# **** you Larry Bird



## Hail Yinka

die slow 

POS picks hansbrough over earl clark

earl clark will be a future all star. hansbrough is a stiff.


i think im done with the pacers


----------



## TM

hahahahahahahaahahahahhahaah..... i'm disowning them as my home state


----------



## mo76

You don't need earl clark and granger. Hansbrough was actually a pretty good pick going into the draft. He looked great at the combine.


----------



## clownskull

hasbrough may not be the sexiest pick but, it is irrefutable that the guy was a winner. when you stick around all 4 years at carolina, you are bound to play some tough competition.
we needed a p.f. and tyler should be able to do the job.
i don't see what the big deal is.
i think he will fit in fine.


----------



## big time pacer fan

way to go larry you did a good job on making the picks and for all the other people on here who think they know basketball needs to learn more about basketball, how many of you guy's and gal's been pacers fan, well for me i have been a pacer's fan for 42 years and i have seen it come and go with good players and bad players from the years, so if you think you know basketball think twice, go tyler Hansbrough


----------



## Dornado

Hail Yinka said:


> die slow
> 
> POS picks hansbrough over earl clark
> 
> earl clark will be a future all star. hansbrough is a stiff.
> 
> 
> i think im done with the pacers


If passing on Earl Clark is enough to make you stop being a Pacers fan, it doesn't sound like you were much of a fan to begin with...


----------



## HB

They didnt need Clark thats for sure. Now the argument can be made as to why picking Hansbrough at 13 was a terrible pick, but guess what, I.Thomas used to get bashed all the time for taking guys at positions he shouldn't. Most of those guys are still playing in the league. Hansbrough will give the Pacers is all, thats for sure. Now the A.J. Price pick is baffling as well.


----------



## HKF

If O'Brien doesn't play Hibbert more this coming season, it's not going to matter what Hansbrough does. Besides Tyler is not going to start over Troy Murphy. The funny thing is, if he flames out no one will end up caring except Indiana fans.


----------



## HB

But if he succeeds, haha Larry looks like a genius


----------



## BlakeJesus

I don't really hate the Hansbrough pick. He's going to be a good hustle player off the bench. He's very NBA ready, and he isn't afraid to bang down low. He'll get you rebounds, he'll run the court, and he can step out and hit a jumper. I think 13 is a little high for him to go, but he will be a solid rotation player from the get go.


----------



## HKF

I mean Hansbrough as a backup for Indiana isn't a bad pick. Indiana didn't have a backup PF all year and Murphy played way too many minutes.


----------



## Pacers Fan

HKF said:


> If O'Brien doesn't play Hibbert more this coming season, it's not going to matter what Hansbrough does.

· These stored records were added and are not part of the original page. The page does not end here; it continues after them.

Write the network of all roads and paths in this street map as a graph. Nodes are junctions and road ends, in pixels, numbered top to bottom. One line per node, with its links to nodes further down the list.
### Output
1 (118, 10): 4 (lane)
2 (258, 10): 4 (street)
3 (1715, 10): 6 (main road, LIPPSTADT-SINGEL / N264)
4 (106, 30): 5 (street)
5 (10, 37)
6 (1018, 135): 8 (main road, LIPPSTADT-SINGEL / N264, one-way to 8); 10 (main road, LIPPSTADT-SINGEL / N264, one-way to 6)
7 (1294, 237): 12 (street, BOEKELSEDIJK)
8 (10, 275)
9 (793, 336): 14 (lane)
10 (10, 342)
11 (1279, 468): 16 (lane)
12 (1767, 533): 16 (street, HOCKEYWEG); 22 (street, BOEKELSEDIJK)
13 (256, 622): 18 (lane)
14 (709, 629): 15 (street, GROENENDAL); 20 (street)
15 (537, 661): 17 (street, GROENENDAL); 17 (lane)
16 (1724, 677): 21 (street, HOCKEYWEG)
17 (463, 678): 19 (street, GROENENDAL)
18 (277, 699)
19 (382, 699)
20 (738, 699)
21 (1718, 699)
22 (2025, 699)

Play him more? He wanted to. Hibbert started 42 games. Problem was he kept fouling every player every chance he had.

What does Hibbert have to do with Hansbrough? This team is lottery-bound no matter what we do.



> I don't really hate the Hansbrough pick. He's going to be a good hustle player off the bench. He's very NBA ready, and he isn't afraid to bang down low. He'll get you rebounds, he'll run the court, and he can step out and hit a jumper. I think 13 is a little high for him to go, but he will be a solid rotation player from the get go.

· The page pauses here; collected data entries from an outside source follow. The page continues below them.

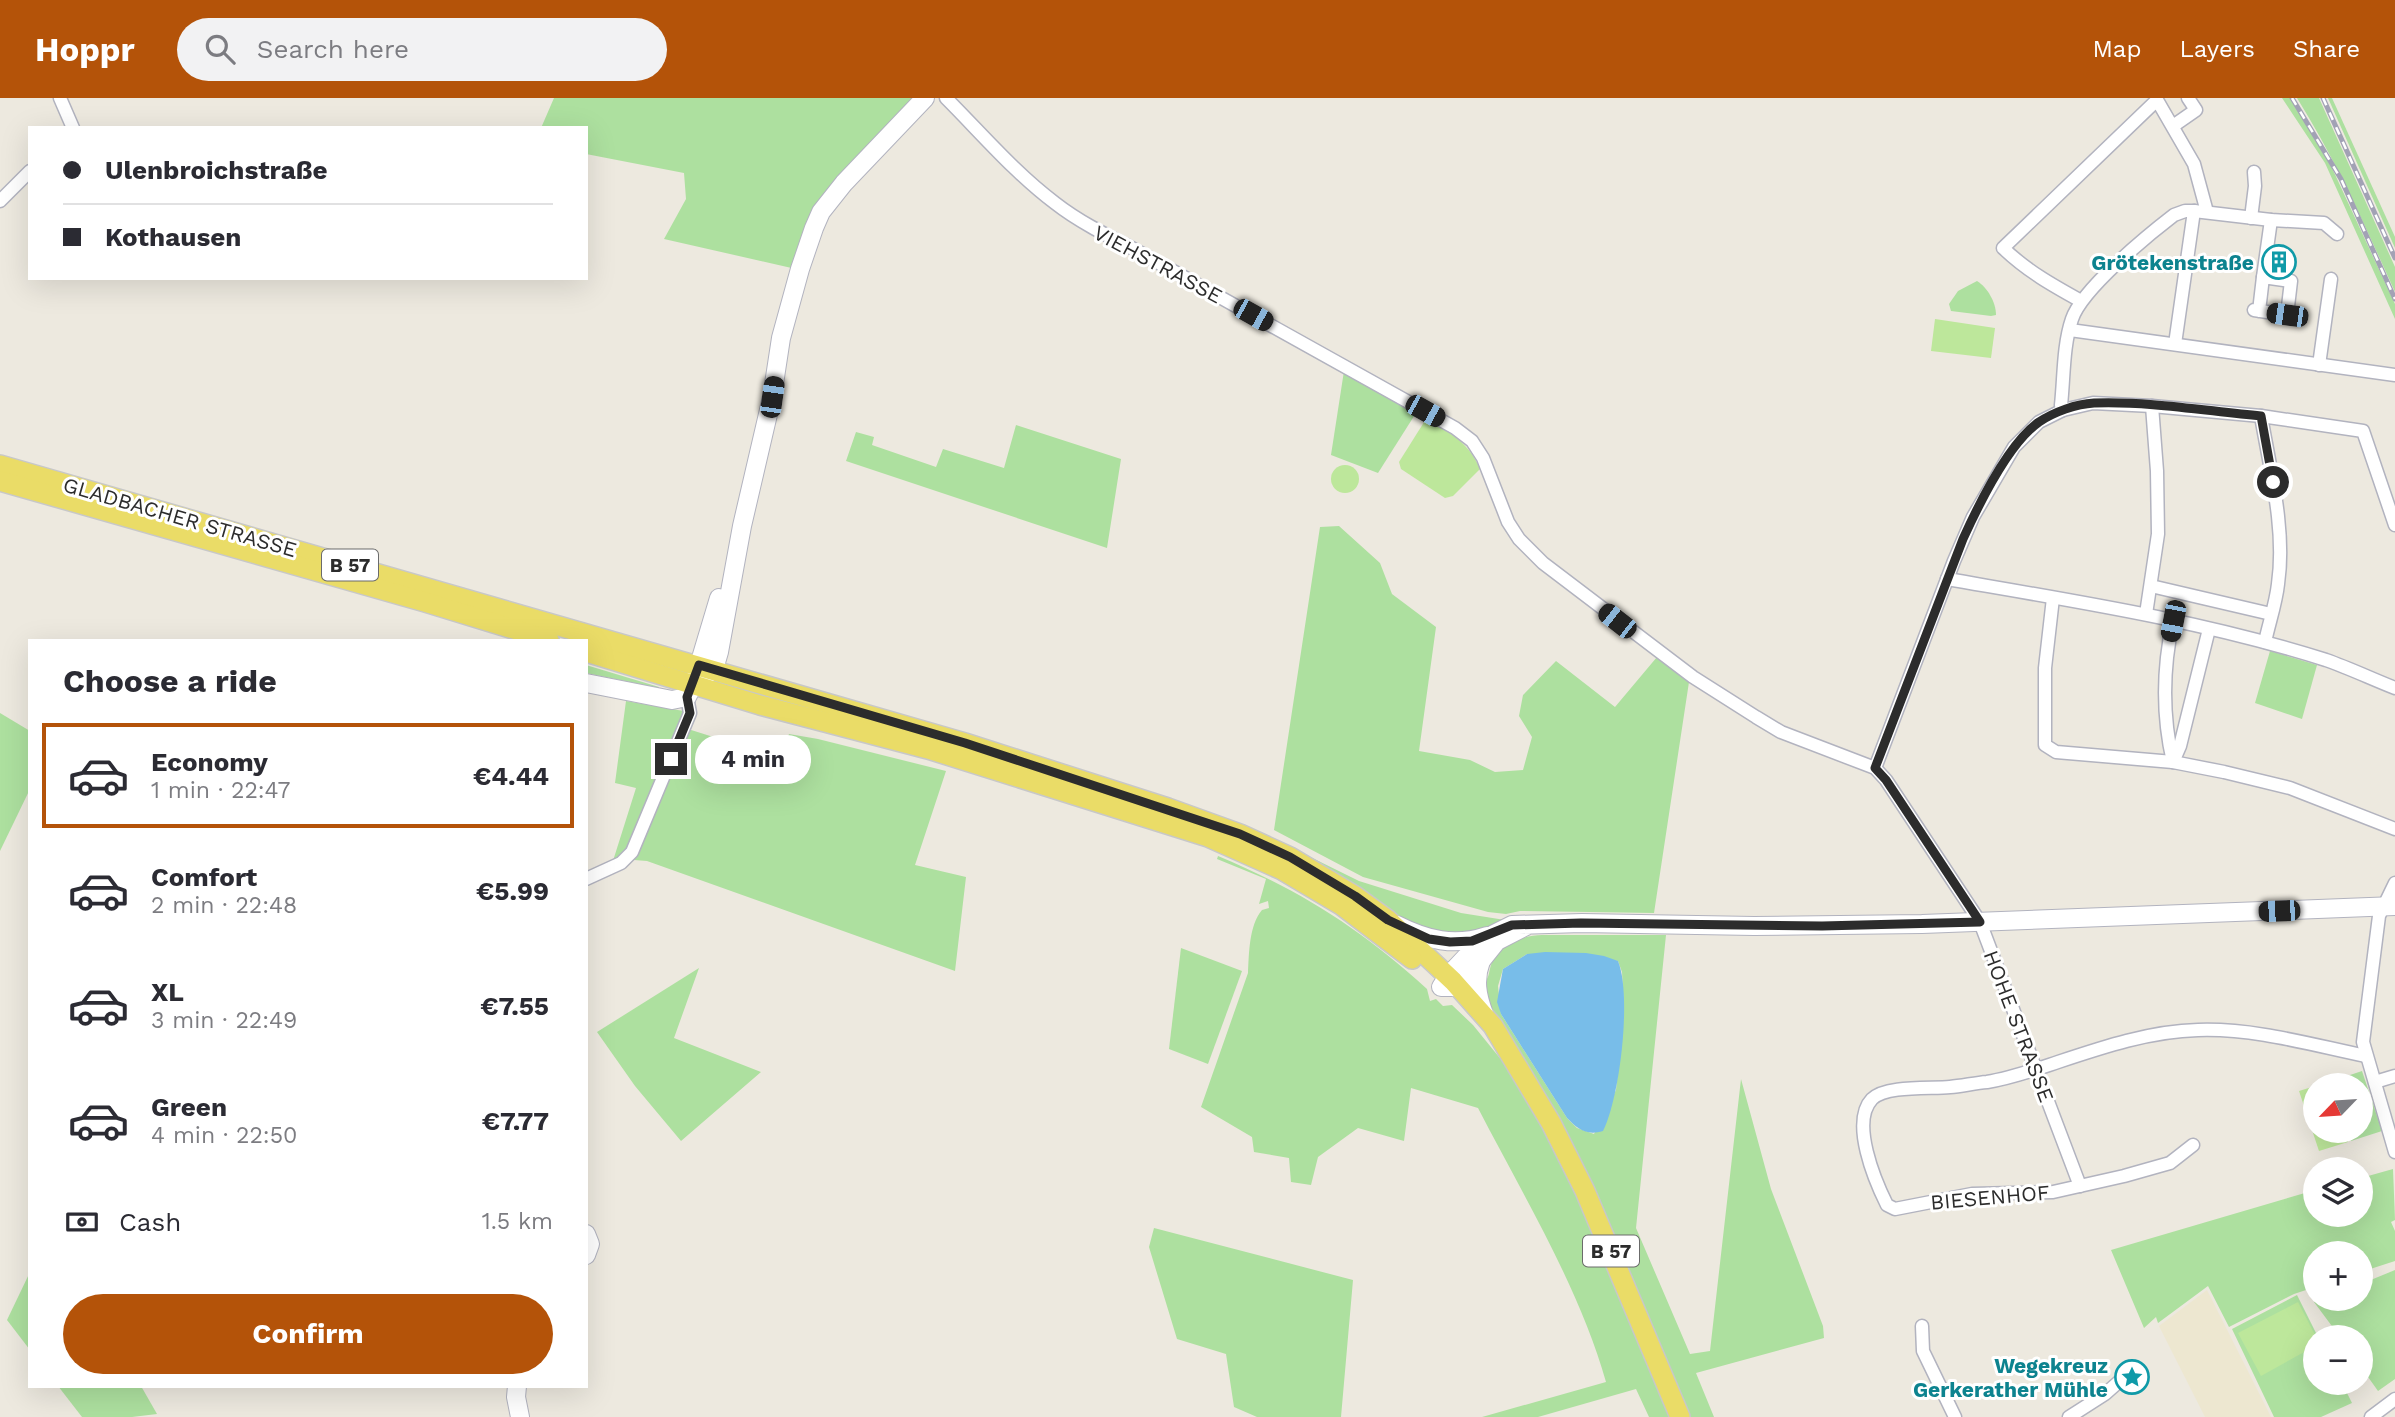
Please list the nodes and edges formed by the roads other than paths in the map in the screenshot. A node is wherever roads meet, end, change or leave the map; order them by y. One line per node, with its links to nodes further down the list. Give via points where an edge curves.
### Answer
1 (60, 98): 6 (street)
2 (925, 98): 39 (street, via 844,183 814,228 781,338 772,397)
3 (946, 98): 44 (street, VIEHSTRASSE, via 1025,177 1085,225 1472,441 1519,539 1693,677 1781,732)
4 (2188, 98): 7 (street, via 2196,110)
5 (2159, 99): 7 (street); 17 (street, via 2003,248 2039,278)
6 (72, 126)
7 (2173, 126): 11 (street, via 2194,164)
8 (2254, 172): 12 (street)
9 (28, 173): 10 (street)
10 (0, 201)
11 (2201, 211): 12 (street); 17 (street, via 2185,211 2164,222); 19 (street)
12 (2251, 218): 13 (street)
13 (2271, 220): 14 (street, via 2324,223); 15 (street)
14 (2337, 234)
15 (2263, 277): 15 (street, via 2291,281 2287,315 2256,311)
16 (2331, 279): 20 (street)
17 (2081, 301): 18 (street)
18 (2070, 330): 19 (street); 23 (street)
19 (2175, 344): 20 (street)
20 (2319, 365): 21 (street)
21 (2395, 375)
22 (2152, 406): 23 (street, via 2093,403); 24 (street); 29 (street, via 2158,534)
23 (2063, 410): 28 (street, via 2039,422 2014,447 1973,517)
24 (2261, 416): 27 (street, via 2362,431); 32 (street, via 2277,504 2279,582)
25 (0, 465): 39 (main road, GLADBACHER STRASSE / B 57)
26 (0, 481): 35 (main road, GLADBACHER STRASSE / B 57)
27 (2395, 525)
28 (1947, 579): 30 (street); 44 (street)
29 (2151, 586): 31 (street); 32 (street)
30 (2053, 598): 31 (street); 43 (street, via 2045,668 2045,745 2056,752)
31 (2146, 614): 33 (street)
32 (2271, 614): 37 (street)
33 (2173, 621): 34 (street); 43 (street, via 2165,690)
34 (2209, 629): 37 (street); 43 (street)
35 (520, 635): 36 (main road, GLADBACHER STRASSE / B 57)
36 (544, 639)
37 (2265, 642): 41 (street)
38 (588, 653): 42 (main road, B 57)
39 (707, 667): 42 (street); 49 (main road, GLADBACHER STRASSE / B 57, via 965,743 1240,834 1290,857)
40 (588, 683): 42 (street, via 672,700)
41 (2395, 686)
42 (690, 691): 46 (street, via 690,713 632,852 621,863); 54 (main road, B 57, via 928,749 1208,837 1282,870 1341,905)
43 (2173, 762): 45 (street, via 2290,788)
44 (1875, 768): 50 (street, HOHE STRASSE)
45 (2395, 829)
46 (588, 878)
47 (2395, 883): 48 (street)
48 (2389, 906): 50 (street); 56 (street, via 2379,916 2363,1042)
49 (1388, 920): 52 (street, via 1429,939 1450,942); 54 (main road, B 57)
50 (1980, 922): 51 (street); 57 (street, HOHE STRASSE)
51 (1528, 925): 52 (street, via 1512,925); 53 (street, via 1497,941)
52 (1494, 934): 54 (street, via 1465,958)
53 (1481, 961): 54 (street); 55 (street, via 1477,993)
54 (1448, 982): 55 (main road, B 57); 60 (main road, B 57)
55 (1485, 1017): 60 (main road, B 57)
56 (2367, 1056): 57 (street, via 2272,1036 2197,1030 2099,1048); 59 (street)
57 (2036, 1070): 63 (street, HOHE STRASSE); 63 (street, BIESENHOF, via 2013,1078 1911,1088 1874,1097 1863,1126 1877,1183 1887,1205 1895,1209 1972,1195 2053,1192)
58 (2395, 1076): 59 (street)
59 (2375, 1082): 62 (street)
60 (1532, 1090): 69 (main road, B 57, via 1585,1191)
61 (2193, 1145): 63 (street, via 2170,1163)
62 (2394, 1148)
63 (2080, 1186)
64 (1923, 1326): 70 (street, via 1923,1352)
65 (2131, 1371): 71 (street)
66 (517, 1388): 68 (street)
67 (2395, 1399): 72 (street)
68 (520, 1417)
69 (1681, 1417)
70 (1955, 1417)
71 (2069, 1417)
72 (2371, 1417)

> I mean Hansbrough as a backup for Indiana isn't a bad pick. Indiana didn't have a backup PF all year and Murphy played way too many minutes.


Agreed on both. I mean, I would've been fine with Hansbrough late in the first round or early 2nd round, but I'm pissed because we could've picked Holiday or Clark, who both have more potential. I'm sure Hansbrough is going to help, but he's not exactly the low post threat we need and he's pretty much a slightly better version of Josh McRoberts.

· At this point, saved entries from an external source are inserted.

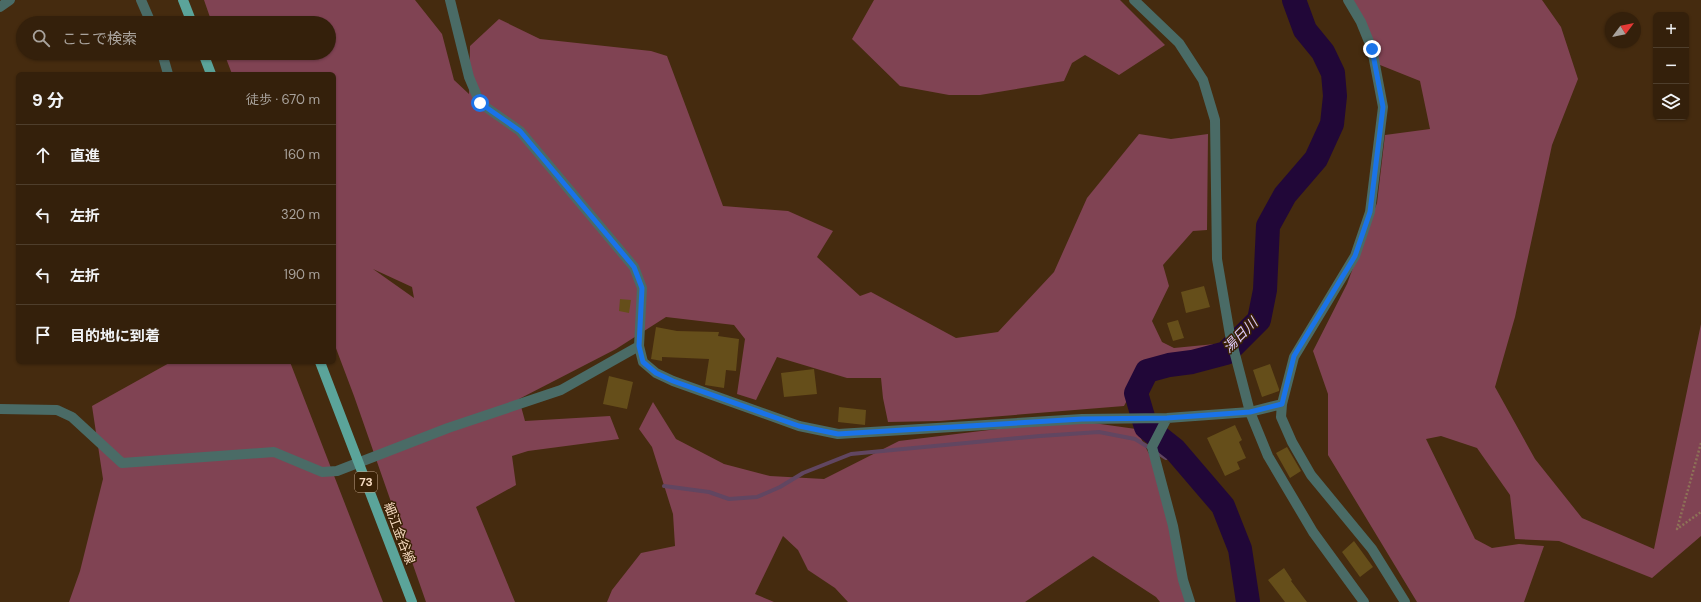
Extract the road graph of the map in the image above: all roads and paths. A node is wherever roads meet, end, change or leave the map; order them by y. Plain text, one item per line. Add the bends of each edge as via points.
1 (10, 0) edge
2 (141, 0) edge
3 (183, 0) edge
4 (450, 0) edge
5 (1134, 0) edge
6 (1348, 0) edge
7 (0, 8) edge
8 (148, 16) edge
9 (189, 16) edge
10 (164, 60) edge
11 (206, 60) edge
12 (167, 72) edge
13 (210, 72) edge
14 (639, 346) junction
15 (321, 364) edge
16 (1282, 404) junction
17 (0, 408) edge
18 (1250, 412) junction
19 (1167, 418) junction
20 (1701, 443) edge
21 (1701, 512) edge
22 (412, 602) edge
23 (1190, 602) edge
24 (1364, 602) edge
25 (1405, 602) edge

1 - 7 street
2 - 8 street
3 - 9 main road
4 - 14 street via 469,77 480,103 520,131 634,267 642,288
5 - 18 street via 1179,43 1203,80 1215,120 1217,259 1230,335
6 - 16 street via 1372,49 1383,107 1370,212 1355,256 1294,356
10 - 12 street
11 - 13 main road
14 - 17 street via 561,390 448,428 337,471 322,472 274,452 122,463 72,417 56,410
14 - 19 street via 643,362 656,373 673,381 799,426 838,434 1082,419
15 - 22 main road, 細江金谷線 / 73, bridge
16 - 18 street
16 - 25 street via 1281,417 1311,475 1372,549
18 - 19 street
18 - 24 street via 1268,456 1313,532
19 - 23 street via 1152,447 1173,526 1182,580
20 - 21 path via 1676,529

Clark doesn't seem like he'd fit the team, but I think he can develop into a Lamar Odom without the ball handling kind of Power Forward. Again, not our post threat, but he can do about everything.



> Now the A.J. Price pick is baffling as well.


Not really. He's a solid guy and if we end up unloading Ford for a non-PG, he takes over the Diener role as uber-scrub. If not, we cut him for free because we don't need a 4th PG. He was probably the best player available. The best part is that he was the fastest pick of the entire 2nd round, so we obviously like him. I mean, at least we have a guaranteed PG for the summer league.


----------



## HB

Bird already experimented with a 6'10 do it all type player, remember Jonathan Bender. But really, it all boils down to the fact that Clark plays the same position as Indiana's best player.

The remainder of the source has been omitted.